[[ INPUT RECORDS open ]]

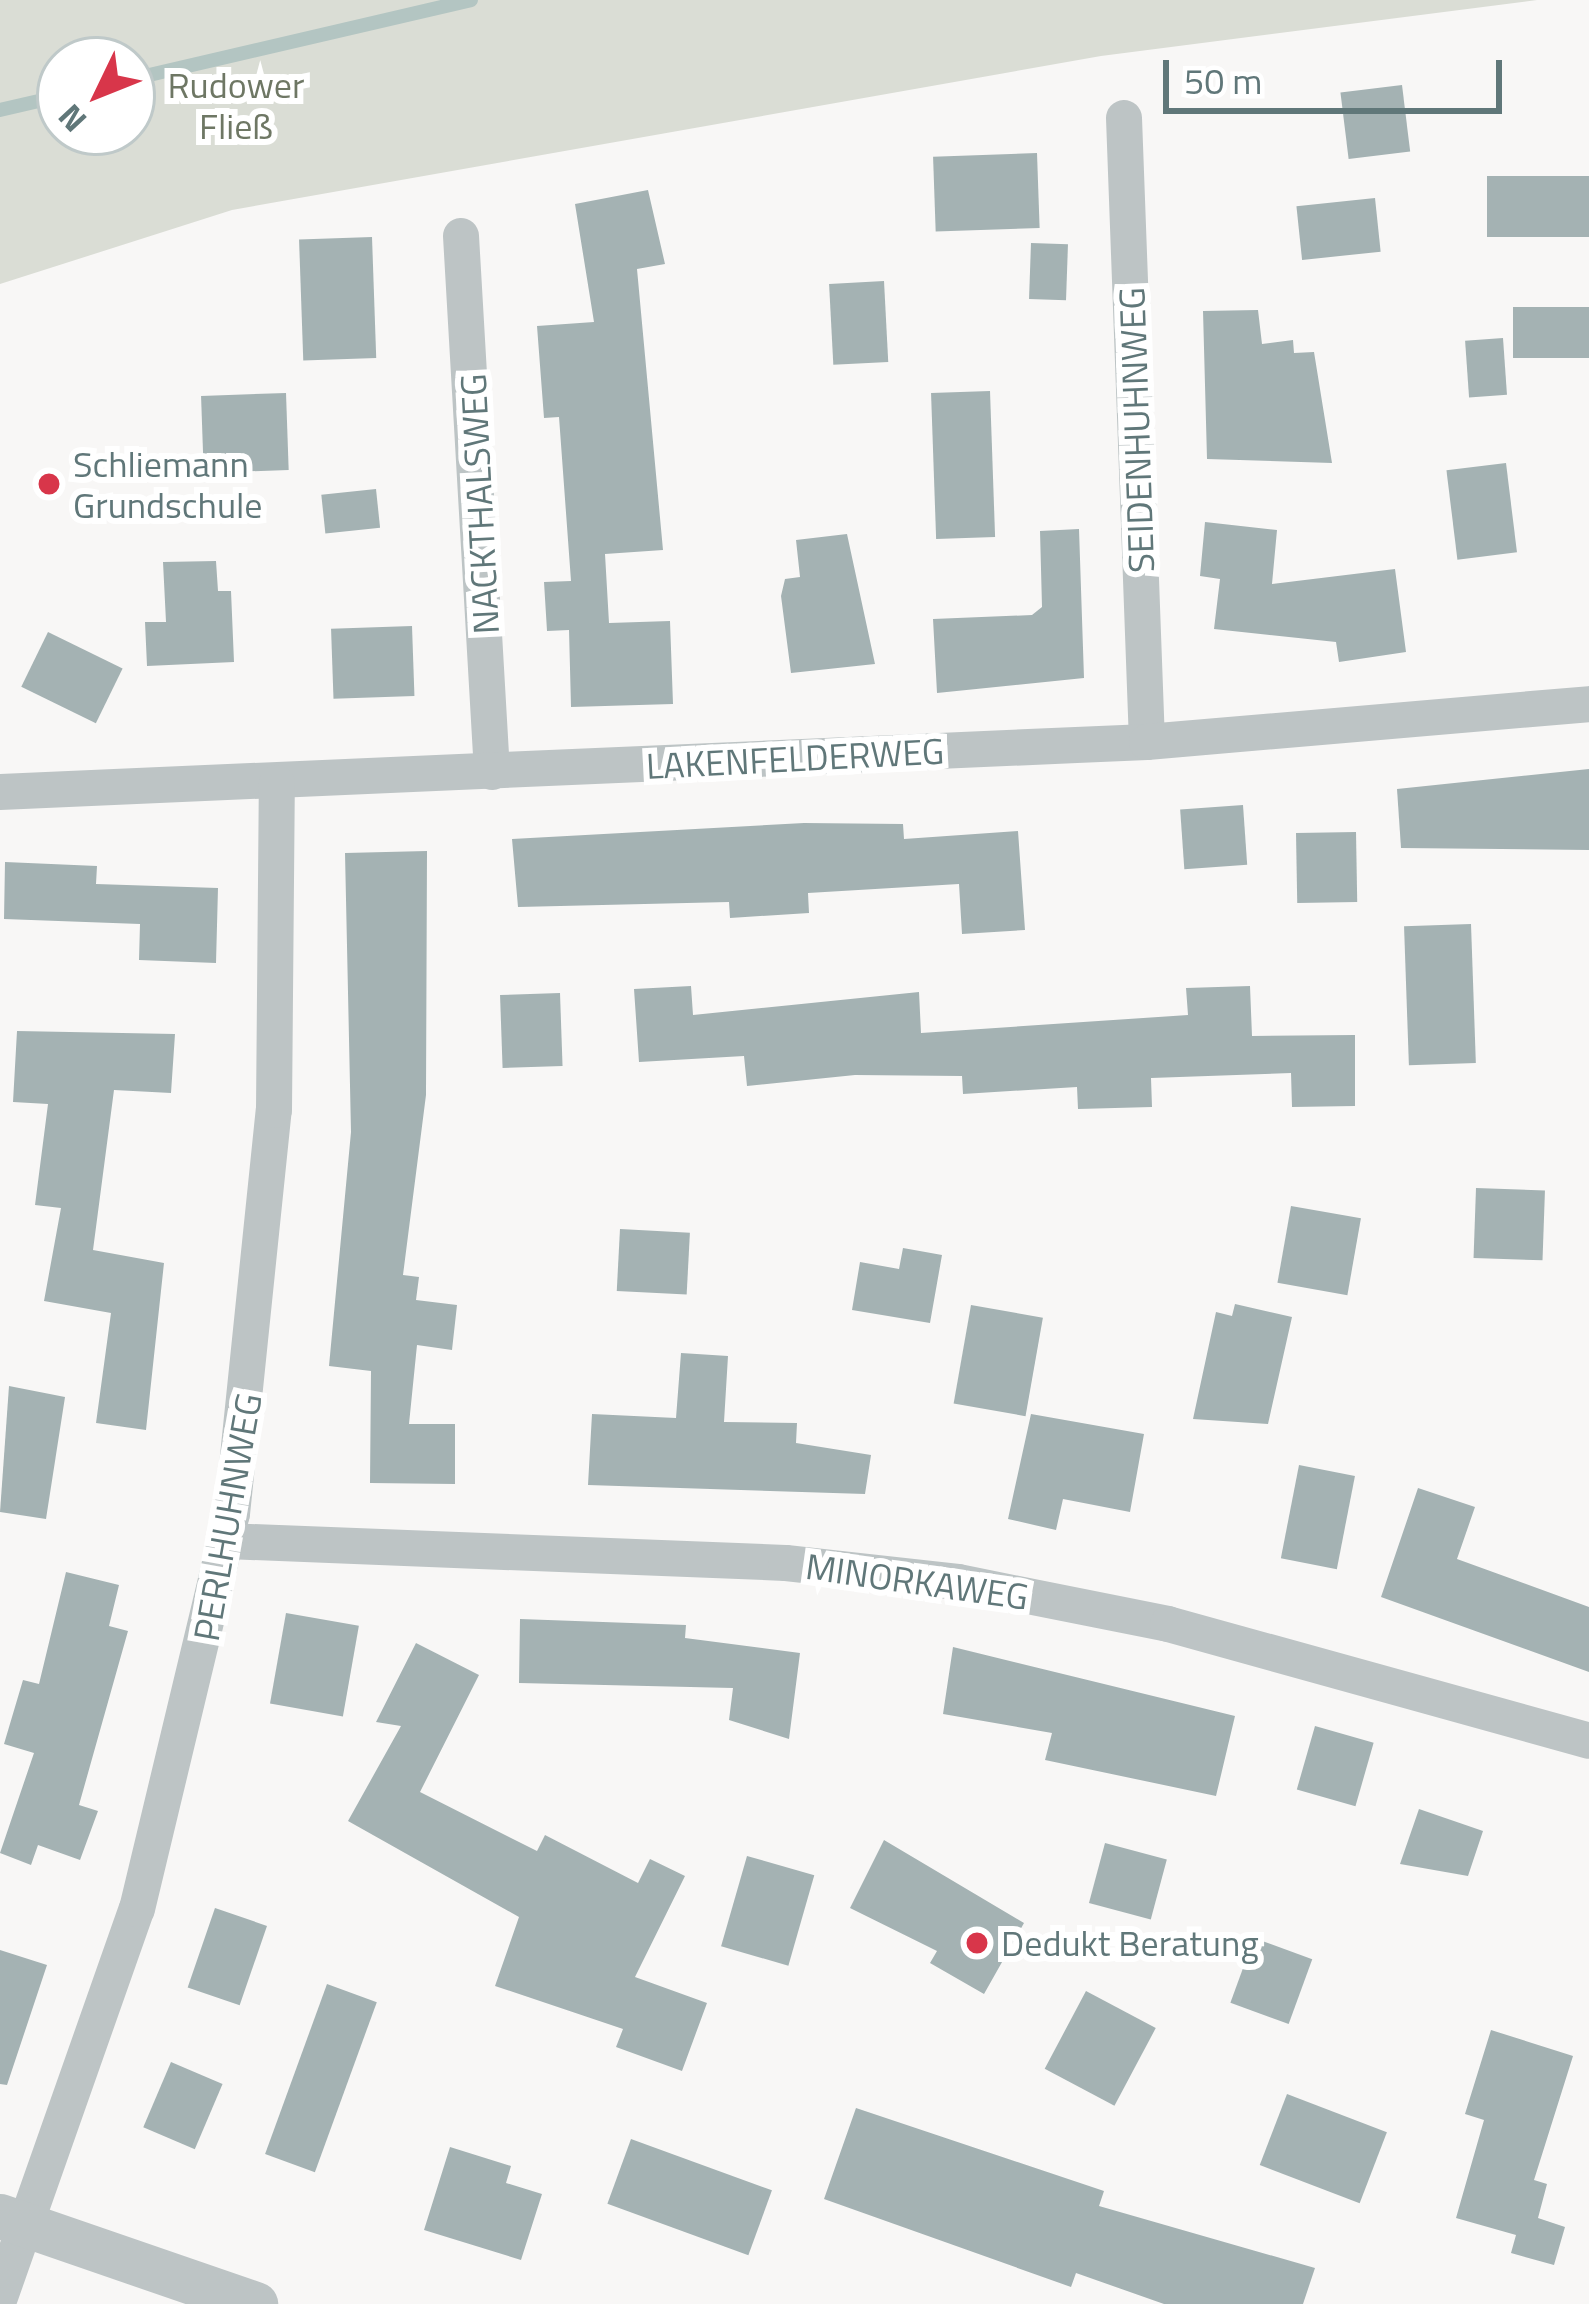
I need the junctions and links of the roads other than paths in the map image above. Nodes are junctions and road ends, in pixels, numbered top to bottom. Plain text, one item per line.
1 (1124, 118) dead end
2 (461, 236) dead end
3 (1589, 704) edge
4 (1147, 742) junction
5 (492, 772) junction
6 (277, 783) junction
7 (0, 792) edge
8 (227, 1540) junction
9 (1589, 1741) edge
10 (14, 2221) edge
11 (0, 2297) edge
12 (255, 2304) edge

1 - 4 street, SEIDENHUHNWEG
2 - 5 street, NACKTHALSWEG
3 - 4 street, LAKENFELDERWEG
4 - 5 street, LAKENFELDERWEG
5 - 6 street, LAKENFELDERWEG
6 - 7 street, LAKENFELDERWEG
6 - 8 street, PERLHUHNWEG
8 - 9 street, MINORKAWEG
8 - 10 street, PERLHUHNWEG
10 - 11 street, PERLHUHNWEG
10 - 12 street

[[ INPUT RECORDS closed ]]

**TASK DESCRIPTION:** Print every record exactly without the images.

**WRITTEN ANSWER:**
I need the junctions and links of the roads other than paths in the map image above. Nodes are junctions and road ends, in pixels, numbered top to bottom. Plain text, one item per line.
1 (1124, 118) dead end
2 (461, 236) dead end
3 (1589, 704) edge
4 (1147, 742) junction
5 (492, 772) junction
6 (277, 783) junction
7 (0, 792) edge
8 (227, 1540) junction
9 (1589, 1741) edge
10 (14, 2221) edge
11 (0, 2297) edge
12 (255, 2304) edge

1 - 4 street, SEIDENHUHNWEG
2 - 5 street, NACKTHALSWEG
3 - 4 street, LAKENFELDERWEG
4 - 5 street, LAKENFELDERWEG
5 - 6 street, LAKENFELDERWEG
6 - 7 street, LAKENFELDERWEG
6 - 8 street, PERLHUHNWEG
8 - 9 street, MINORKAWEG
8 - 10 street, PERLHUHNWEG
10 - 11 street, PERLHUHNWEG
10 - 12 street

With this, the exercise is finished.